- Film poster
- Directed by: Reid Davenport
- Produced by: Colleen Cassingham
- Cinematography: Amber Fares
- Edited by: Don Bernier
- Music by: Robert Aiki Aubrey Lowe
- Production companies: Multitude Films Straw House Productions Sundance Institute
- Release dates: January 27, 2025 (Sundance); July 18, 2025;
- Running time: 99 minutes
- Country: United States
- Language: English

= Life After (film) =

2025 documentary about the right-to-die movement

Life After is a 2025 American documentary film that explores the story of Elizabeth Bouvia, who in 1983 sought the legal right to die. It was directed by Reid Davenport. It premiered at the 2025 Sundance Film Festival, and was given a limited theatrical release on July 18, 2025.

== Reception ==
 Metacritic, which uses a weighted average, assigned the film a score of 84 out of 100, based on six critics, indicating "universal acclaim".
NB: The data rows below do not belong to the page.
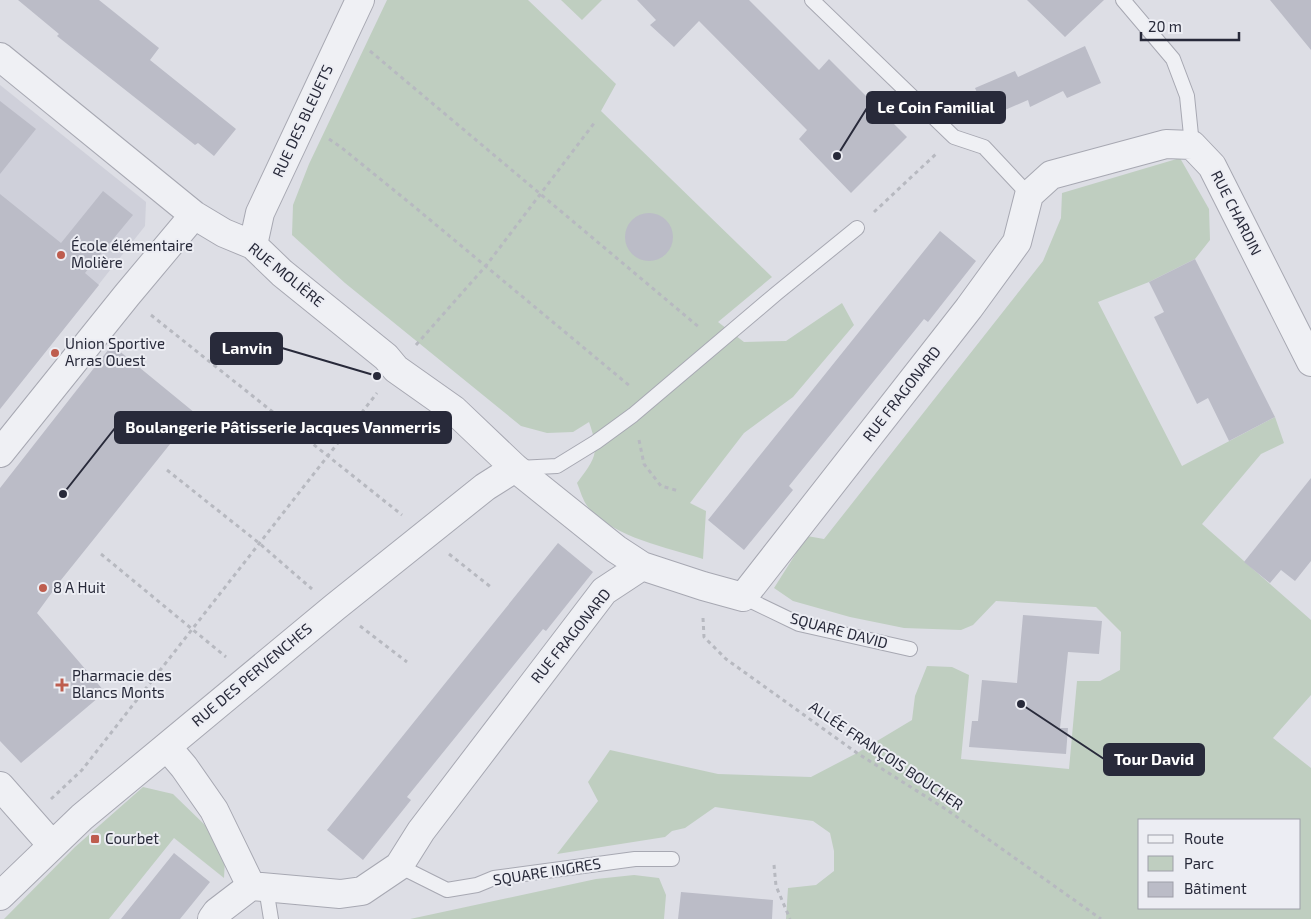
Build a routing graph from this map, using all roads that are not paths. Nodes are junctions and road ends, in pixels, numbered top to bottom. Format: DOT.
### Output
graph roads {
  1 [pos="360,0"];
  2 [pos="812,0"];
  3 [pos="1123,0"];
  4 [pos="0,57"];
  5 [pos="1192,145"];
  6 [pos="1029,195"];
  7 [pos="194,215"];
  8 [pos="857,228"];
  9 [pos="253,245"];
  10 [pos="1311,362"];
  11 [pos="0,454"];
  12 [pos="515,468"];
  13 [pos="642,566"];
  14 [pos="743,597"];
  15 [pos="910,649"];
  16 [pos="168,747"];
  17 [pos="0,786"];
  18 [pos="52,844"];
  19 [pos="672,859"];
  20 [pos="399,866"];
  21 [pos="258,887"];
  22 [pos="0,896"];
  23 [pos="212,919"];
  24 [pos="271,919"];
  1 -- 9 [label="street, RUE DES BLEUETS"];
  2 -- 6 [label="lane"];
  3 -- 5 [label="lane"];
  4 -- 7 [label="street, RUE MOLIÈRE"];
  5 -- 6 [label="street"];
  5 -- 10 [label="street, RUE CHARDIN"];
  6 -- 14 [label="street, RUE FRAGONARD"];
  7 -- 9 [label="street, RUE MOLIÈRE"];
  7 -- 11 [label="street"];
  8 -- 12 [label="lane"];
  9 -- 12 [label="street, RUE MOLIÈRE"];
  12 -- 13 [label="street, RUE MOLIÈRE"];
  12 -- 16 [label="street, RUE DES PERVENCHES"];
  13 -- 14 [label="street"];
  13 -- 20 [label="street, RUE FRAGONARD"];
  14 -- 15 [label="lane, SQUARE DAVID"];
  16 -- 18 [label="street, RUE DES PERVENCHES"];
  16 -- 21 [label="street"];
  17 -- 18 [label="street"];
  18 -- 22 [label="street, RUE DES PERVENCHES"];
  19 -- 20 [label="lane, SQUARE INGRES"];
  20 -- 21 [label="street, RUE FRAGONARD"];
  21 -- 23 [label="street"];
  21 -- 24 [label="lane"];
}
Murtada Elfadl of Variety wrote, "Elizabeth Bouvia's story becomes the sharp framework used by Davenport for his fervent and generous rallying cry for people with disabilities to be in control of their lives." Esther Zuckerman of IndieWire gave the film an A− and wrote, "Davenport is solely focused on the topic of assisted suicide as it relates to disability. He is not interested in diving into how it applies to terminal illness at all. For anyone who argues that makes Life After one-sided, Davenport's own voice provides a furious counterpart to that." Matt Zoller Seitz of RogerEbert.com gave the film three out of four stars and wrote that it's "a powerful movie that examines the political and social structures that surround and control people with disabilities, and comes to a conclusion that will spark many arguments."